Much attention has focused on home ACEi use because the virus acts through ACE‐2 receptors on multiple organs, including the liver.( ) In our study, there was no correlation between the use of ACEi and liver injury (25% vs. 20.7%; P = 0.47). Taking these findings into consideration, liver injury appears to be independent of age, comorbid conditions, ACEi use, or baseline liver function. We suspect that liver injury in COVID‐19 is likely related to virus‐induced inflammation rather than exacerbation of an underlying process.

The degree of transaminase elevation correlated with the level of inflammation in our patients with COVID‐19. Our study confirmed a demonstrated association of liver injury with elevated CRP.( ) In addition, we showed a positive correlation between liver injury and elevations in D‐dimer, ferritin, LDH, and CPK. In essence, liver function testing can be used as a surrogate for monitoring of inflammation.

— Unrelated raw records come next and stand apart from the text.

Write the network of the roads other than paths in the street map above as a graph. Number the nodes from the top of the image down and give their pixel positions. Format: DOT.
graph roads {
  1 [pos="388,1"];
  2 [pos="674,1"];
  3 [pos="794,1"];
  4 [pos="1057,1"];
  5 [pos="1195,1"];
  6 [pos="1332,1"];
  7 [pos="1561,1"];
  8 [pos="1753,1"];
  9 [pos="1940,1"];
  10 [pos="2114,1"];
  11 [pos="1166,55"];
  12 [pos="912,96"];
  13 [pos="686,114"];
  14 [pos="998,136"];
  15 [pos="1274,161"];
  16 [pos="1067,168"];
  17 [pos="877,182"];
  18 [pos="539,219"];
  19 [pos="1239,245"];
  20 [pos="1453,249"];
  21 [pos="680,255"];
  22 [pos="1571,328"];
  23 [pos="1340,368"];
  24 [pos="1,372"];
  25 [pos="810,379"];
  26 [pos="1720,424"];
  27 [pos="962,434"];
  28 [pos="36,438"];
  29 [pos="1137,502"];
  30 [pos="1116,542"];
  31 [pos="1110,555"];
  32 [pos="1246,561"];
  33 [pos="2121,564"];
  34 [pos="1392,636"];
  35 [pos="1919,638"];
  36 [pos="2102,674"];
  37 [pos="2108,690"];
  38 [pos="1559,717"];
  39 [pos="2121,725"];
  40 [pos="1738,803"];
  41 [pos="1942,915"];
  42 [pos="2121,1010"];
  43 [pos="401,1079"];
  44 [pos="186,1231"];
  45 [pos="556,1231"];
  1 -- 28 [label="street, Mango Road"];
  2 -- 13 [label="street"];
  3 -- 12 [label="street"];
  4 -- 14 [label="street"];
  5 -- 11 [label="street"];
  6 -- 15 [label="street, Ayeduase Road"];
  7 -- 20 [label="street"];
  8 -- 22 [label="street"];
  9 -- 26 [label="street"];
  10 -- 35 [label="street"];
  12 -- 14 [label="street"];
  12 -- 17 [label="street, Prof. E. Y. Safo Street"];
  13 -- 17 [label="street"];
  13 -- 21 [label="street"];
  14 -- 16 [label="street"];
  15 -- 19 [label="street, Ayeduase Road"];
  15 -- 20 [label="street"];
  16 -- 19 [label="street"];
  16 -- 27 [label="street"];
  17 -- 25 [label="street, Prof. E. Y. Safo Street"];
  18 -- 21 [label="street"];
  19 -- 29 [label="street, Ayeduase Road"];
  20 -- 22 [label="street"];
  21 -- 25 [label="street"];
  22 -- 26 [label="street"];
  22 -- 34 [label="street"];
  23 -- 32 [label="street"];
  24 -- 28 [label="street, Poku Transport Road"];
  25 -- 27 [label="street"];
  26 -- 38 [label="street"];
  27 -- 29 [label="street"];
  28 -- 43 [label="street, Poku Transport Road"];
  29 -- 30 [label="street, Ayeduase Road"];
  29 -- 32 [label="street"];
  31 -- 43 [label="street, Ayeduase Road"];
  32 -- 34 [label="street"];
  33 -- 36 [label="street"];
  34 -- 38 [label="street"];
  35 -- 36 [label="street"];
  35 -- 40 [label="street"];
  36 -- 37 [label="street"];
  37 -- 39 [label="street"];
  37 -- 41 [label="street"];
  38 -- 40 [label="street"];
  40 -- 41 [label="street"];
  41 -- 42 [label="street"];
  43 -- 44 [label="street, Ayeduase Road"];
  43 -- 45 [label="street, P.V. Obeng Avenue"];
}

There are currently no proven treatments for COVID‐19, and many options are investigational or available for compassionate use in those who are critically ill. In this study, patients with liver injury had an increased likelihood of receiving antibiotics, steroids, and experimental therapy. Moreover, patients who had liver injury on admission were noted to have higher liver enzyme elevations during hospitalization. As some treatment options may exclude patients with liver dysfunction, knowing which patients are likely to develop worse transaminases is important as it allows physicians to consider treatment options early if needed.

The main limitation of this study is the retrospective study design as the data collection is at‐risk of human errors and inaccurate clinical documentation. Some degree of misclassification of history and symptoms may be present, although all laboratory tests, including the SARS‐CoV‐2 PCR, were done at our hospital.

In conclusion, liver injury seems to be related to the inflammatory syndrome caused by COVID‐19. The presence of early liver injury is associated with increased length of hospitalization, severity of disease, need for mechanical ventilation, and mortality.